→ Task prompt
Please return all of the entries below exactly as they are written.

:: Recorded information

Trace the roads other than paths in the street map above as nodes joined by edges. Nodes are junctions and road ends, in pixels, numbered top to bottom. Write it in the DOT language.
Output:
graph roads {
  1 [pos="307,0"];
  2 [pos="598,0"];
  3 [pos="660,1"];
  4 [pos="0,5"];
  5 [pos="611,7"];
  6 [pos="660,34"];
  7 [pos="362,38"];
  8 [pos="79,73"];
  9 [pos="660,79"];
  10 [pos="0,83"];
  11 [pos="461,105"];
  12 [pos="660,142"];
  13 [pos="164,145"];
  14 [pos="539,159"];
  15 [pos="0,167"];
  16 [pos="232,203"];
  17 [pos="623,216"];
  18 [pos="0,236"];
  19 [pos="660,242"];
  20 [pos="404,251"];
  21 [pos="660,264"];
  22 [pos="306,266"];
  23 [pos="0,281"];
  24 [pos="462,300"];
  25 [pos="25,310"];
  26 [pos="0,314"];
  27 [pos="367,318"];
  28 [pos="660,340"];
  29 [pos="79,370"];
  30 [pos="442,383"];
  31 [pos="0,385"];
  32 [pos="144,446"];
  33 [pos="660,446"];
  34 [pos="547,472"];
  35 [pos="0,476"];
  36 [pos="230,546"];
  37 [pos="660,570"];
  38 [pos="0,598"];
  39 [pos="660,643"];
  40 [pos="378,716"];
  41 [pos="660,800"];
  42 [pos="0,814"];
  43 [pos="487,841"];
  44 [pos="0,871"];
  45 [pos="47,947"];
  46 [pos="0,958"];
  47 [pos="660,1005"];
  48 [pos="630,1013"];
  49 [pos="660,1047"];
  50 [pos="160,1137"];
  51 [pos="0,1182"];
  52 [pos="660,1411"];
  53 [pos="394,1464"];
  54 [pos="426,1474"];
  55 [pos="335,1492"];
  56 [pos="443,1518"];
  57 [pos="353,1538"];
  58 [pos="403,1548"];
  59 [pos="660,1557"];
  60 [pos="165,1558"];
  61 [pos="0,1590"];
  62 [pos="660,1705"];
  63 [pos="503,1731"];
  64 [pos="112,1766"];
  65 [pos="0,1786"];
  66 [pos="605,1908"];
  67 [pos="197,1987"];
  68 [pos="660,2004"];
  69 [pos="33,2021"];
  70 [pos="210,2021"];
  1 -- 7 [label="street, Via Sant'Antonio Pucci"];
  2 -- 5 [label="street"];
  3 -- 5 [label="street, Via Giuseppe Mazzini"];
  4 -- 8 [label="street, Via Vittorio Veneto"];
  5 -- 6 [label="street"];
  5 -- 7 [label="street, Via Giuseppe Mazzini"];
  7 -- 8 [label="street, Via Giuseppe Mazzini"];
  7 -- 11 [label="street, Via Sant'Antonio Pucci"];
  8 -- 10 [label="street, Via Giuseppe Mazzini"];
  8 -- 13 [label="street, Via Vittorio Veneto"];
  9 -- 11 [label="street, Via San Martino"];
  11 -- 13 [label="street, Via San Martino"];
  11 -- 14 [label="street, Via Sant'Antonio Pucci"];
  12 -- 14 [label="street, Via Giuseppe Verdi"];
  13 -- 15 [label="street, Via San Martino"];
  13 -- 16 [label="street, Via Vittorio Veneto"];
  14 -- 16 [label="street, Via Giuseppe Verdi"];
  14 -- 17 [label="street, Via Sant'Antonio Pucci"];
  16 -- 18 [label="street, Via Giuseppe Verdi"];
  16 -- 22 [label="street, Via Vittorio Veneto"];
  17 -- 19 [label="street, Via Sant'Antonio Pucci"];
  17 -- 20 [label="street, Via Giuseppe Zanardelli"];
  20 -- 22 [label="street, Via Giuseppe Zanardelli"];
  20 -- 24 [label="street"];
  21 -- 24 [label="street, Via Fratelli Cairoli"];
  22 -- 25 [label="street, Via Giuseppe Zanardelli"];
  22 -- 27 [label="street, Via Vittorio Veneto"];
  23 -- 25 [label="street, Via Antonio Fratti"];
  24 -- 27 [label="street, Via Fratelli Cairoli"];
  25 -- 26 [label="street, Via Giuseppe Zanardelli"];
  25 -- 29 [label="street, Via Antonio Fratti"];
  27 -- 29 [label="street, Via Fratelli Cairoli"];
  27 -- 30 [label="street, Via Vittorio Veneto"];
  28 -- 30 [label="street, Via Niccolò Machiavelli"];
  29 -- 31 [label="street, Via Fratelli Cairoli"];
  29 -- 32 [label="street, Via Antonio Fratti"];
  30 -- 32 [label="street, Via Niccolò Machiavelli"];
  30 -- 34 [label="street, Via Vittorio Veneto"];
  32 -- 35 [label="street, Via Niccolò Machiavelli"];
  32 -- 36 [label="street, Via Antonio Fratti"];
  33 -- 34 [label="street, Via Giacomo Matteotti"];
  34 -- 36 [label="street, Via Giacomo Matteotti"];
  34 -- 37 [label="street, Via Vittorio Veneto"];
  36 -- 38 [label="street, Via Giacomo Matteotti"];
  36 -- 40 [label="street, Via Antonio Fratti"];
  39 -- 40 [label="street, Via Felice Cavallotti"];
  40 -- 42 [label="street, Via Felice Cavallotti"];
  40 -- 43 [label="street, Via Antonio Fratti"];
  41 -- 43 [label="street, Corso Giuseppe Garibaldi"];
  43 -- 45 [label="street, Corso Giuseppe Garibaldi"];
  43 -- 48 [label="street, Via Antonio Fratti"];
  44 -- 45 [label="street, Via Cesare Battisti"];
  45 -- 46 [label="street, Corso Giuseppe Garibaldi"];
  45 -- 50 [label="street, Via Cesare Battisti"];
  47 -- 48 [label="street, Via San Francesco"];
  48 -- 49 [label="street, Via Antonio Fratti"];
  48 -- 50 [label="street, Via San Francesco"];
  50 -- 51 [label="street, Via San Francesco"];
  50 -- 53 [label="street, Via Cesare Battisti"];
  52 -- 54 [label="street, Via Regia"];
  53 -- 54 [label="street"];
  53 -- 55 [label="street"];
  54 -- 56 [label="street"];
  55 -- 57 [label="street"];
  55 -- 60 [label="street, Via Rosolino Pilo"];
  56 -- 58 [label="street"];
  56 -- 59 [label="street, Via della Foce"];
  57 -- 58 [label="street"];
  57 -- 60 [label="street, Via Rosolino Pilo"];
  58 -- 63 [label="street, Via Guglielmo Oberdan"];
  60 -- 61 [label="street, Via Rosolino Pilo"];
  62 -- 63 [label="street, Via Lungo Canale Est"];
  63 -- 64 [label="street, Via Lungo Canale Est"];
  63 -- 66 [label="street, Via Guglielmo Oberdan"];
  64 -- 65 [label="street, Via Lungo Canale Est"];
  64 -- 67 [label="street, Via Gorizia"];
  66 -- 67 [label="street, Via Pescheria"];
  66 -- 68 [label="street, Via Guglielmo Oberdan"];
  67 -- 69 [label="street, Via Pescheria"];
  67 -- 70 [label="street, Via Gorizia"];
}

::::

→ Result of this exercise
Trace the roads other than paths in the street map above as nodes joined by edges. Nodes are junctions and road ends, in pixels, numbered top to bottom. Write it in the DOT language.
Output:
graph roads {
  1 [pos="307,0"];
  2 [pos="598,0"];
  3 [pos="660,1"];
  4 [pos="0,5"];
  5 [pos="611,7"];
  6 [pos="660,34"];
  7 [pos="362,38"];
  8 [pos="79,73"];
  9 [pos="660,79"];
  10 [pos="0,83"];
  11 [pos="461,105"];
  12 [pos="660,142"];
  13 [pos="164,145"];
  14 [pos="539,159"];
  15 [pos="0,167"];
  16 [pos="232,203"];
  17 [pos="623,216"];
  18 [pos="0,236"];
  19 [pos="660,242"];
  20 [pos="404,251"];
  21 [pos="660,264"];
  22 [pos="306,266"];
  23 [pos="0,281"];
  24 [pos="462,300"];
  25 [pos="25,310"];
  26 [pos="0,314"];
  27 [pos="367,318"];
  28 [pos="660,340"];
  29 [pos="79,370"];
  30 [pos="442,383"];
  31 [pos="0,385"];
  32 [pos="144,446"];
  33 [pos="660,446"];
  34 [pos="547,472"];
  35 [pos="0,476"];
  36 [pos="230,546"];
  37 [pos="660,570"];
  38 [pos="0,598"];
  39 [pos="660,643"];
  40 [pos="378,716"];
  41 [pos="660,800"];
  42 [pos="0,814"];
  43 [pos="487,841"];
  44 [pos="0,871"];
  45 [pos="47,947"];
  46 [pos="0,958"];
  47 [pos="660,1005"];
  48 [pos="630,1013"];
  49 [pos="660,1047"];
  50 [pos="160,1137"];
  51 [pos="0,1182"];
  52 [pos="660,1411"];
  53 [pos="394,1464"];
  54 [pos="426,1474"];
  55 [pos="335,1492"];
  56 [pos="443,1518"];
  57 [pos="353,1538"];
  58 [pos="403,1548"];
  59 [pos="660,1557"];
  60 [pos="165,1558"];
  61 [pos="0,1590"];
  62 [pos="660,1705"];
  63 [pos="503,1731"];
  64 [pos="112,1766"];
  65 [pos="0,1786"];
  66 [pos="605,1908"];
  67 [pos="197,1987"];
  68 [pos="660,2004"];
  69 [pos="33,2021"];
  70 [pos="210,2021"];
  1 -- 7 [label="street, Via Sant'Antonio Pucci"];
  2 -- 5 [label="street"];
  3 -- 5 [label="street, Via Giuseppe Mazzini"];
  4 -- 8 [label="street, Via Vittorio Veneto"];
  5 -- 6 [label="street"];
  5 -- 7 [label="street, Via Giuseppe Mazzini"];
  7 -- 8 [label="street, Via Giuseppe Mazzini"];
  7 -- 11 [label="street, Via Sant'Antonio Pucci"];
  8 -- 10 [label="street, Via Giuseppe Mazzini"];
  8 -- 13 [label="street, Via Vittorio Veneto"];
  9 -- 11 [label="street, Via San Martino"];
  11 -- 13 [label="street, Via San Martino"];
  11 -- 14 [label="street, Via Sant'Antonio Pucci"];
  12 -- 14 [label="street, Via Giuseppe Verdi"];
  13 -- 15 [label="street, Via San Martino"];
  13 -- 16 [label="street, Via Vittorio Veneto"];
  14 -- 16 [label="street, Via Giuseppe Verdi"];
  14 -- 17 [label="street, Via Sant'Antonio Pucci"];
  16 -- 18 [label="street, Via Giuseppe Verdi"];
  16 -- 22 [label="street, Via Vittorio Veneto"];
  17 -- 19 [label="street, Via Sant'Antonio Pucci"];
  17 -- 20 [label="street, Via Giuseppe Zanardelli"];
  20 -- 22 [label="street, Via Giuseppe Zanardelli"];
  20 -- 24 [label="street"];
  21 -- 24 [label="street, Via Fratelli Cairoli"];
  22 -- 25 [label="street, Via Giuseppe Zanardelli"];
  22 -- 27 [label="street, Via Vittorio Veneto"];
  23 -- 25 [label="street, Via Antonio Fratti"];
  24 -- 27 [label="street, Via Fratelli Cairoli"];
  25 -- 26 [label="street, Via Giuseppe Zanardelli"];
  25 -- 29 [label="street, Via Antonio Fratti"];
  27 -- 29 [label="street, Via Fratelli Cairoli"];
  27 -- 30 [label="street, Via Vittorio Veneto"];
  28 -- 30 [label="street, Via Niccolò Machiavelli"];
  29 -- 31 [label="street, Via Fratelli Cairoli"];
  29 -- 32 [label="street, Via Antonio Fratti"];
  30 -- 32 [label="street, Via Niccolò Machiavelli"];
  30 -- 34 [label="street, Via Vittorio Veneto"];
  32 -- 35 [label="street, Via Niccolò Machiavelli"];
  32 -- 36 [label="street, Via Antonio Fratti"];
  33 -- 34 [label="street, Via Giacomo Matteotti"];
  34 -- 36 [label="street, Via Giacomo Matteotti"];
  34 -- 37 [label="street, Via Vittorio Veneto"];
  36 -- 38 [label="street, Via Giacomo Matteotti"];
  36 -- 40 [label="street, Via Antonio Fratti"];
  39 -- 40 [label="street, Via Felice Cavallotti"];
  40 -- 42 [label="street, Via Felice Cavallotti"];
  40 -- 43 [label="street, Via Antonio Fratti"];
  41 -- 43 [label="street, Corso Giuseppe Garibaldi"];
  43 -- 45 [label="street, Corso Giuseppe Garibaldi"];
  43 -- 48 [label="street, Via Antonio Fratti"];
  44 -- 45 [label="street, Via Cesare Battisti"];
  45 -- 46 [label="street, Corso Giuseppe Garibaldi"];
  45 -- 50 [label="street, Via Cesare Battisti"];
  47 -- 48 [label="street, Via San Francesco"];
  48 -- 49 [label="street, Via Antonio Fratti"];
  48 -- 50 [label="street, Via San Francesco"];
  50 -- 51 [label="street, Via San Francesco"];
  50 -- 53 [label="street, Via Cesare Battisti"];
  52 -- 54 [label="street, Via Regia"];
  53 -- 54 [label="street"];
  53 -- 55 [label="street"];
  54 -- 56 [label="street"];
  55 -- 57 [label="street"];
  55 -- 60 [label="street, Via Rosolino Pilo"];
  56 -- 58 [label="street"];
  56 -- 59 [label="street, Via della Foce"];
  57 -- 58 [label="street"];
  57 -- 60 [label="street, Via Rosolino Pilo"];
  58 -- 63 [label="street, Via Guglielmo Oberdan"];
  60 -- 61 [label="street, Via Rosolino Pilo"];
  62 -- 63 [label="street, Via Lungo Canale Est"];
  63 -- 64 [label="street, Via Lungo Canale Est"];
  63 -- 66 [label="street, Via Guglielmo Oberdan"];
  64 -- 65 [label="street, Via Lungo Canale Est"];
  64 -- 67 [label="street, Via Gorizia"];
  66 -- 67 [label="street, Via Pescheria"];
  66 -- 68 [label="street, Via Guglielmo Oberdan"];
  67 -- 69 [label="street, Via Pescheria"];
  67 -- 70 [label="street, Via Gorizia"];
}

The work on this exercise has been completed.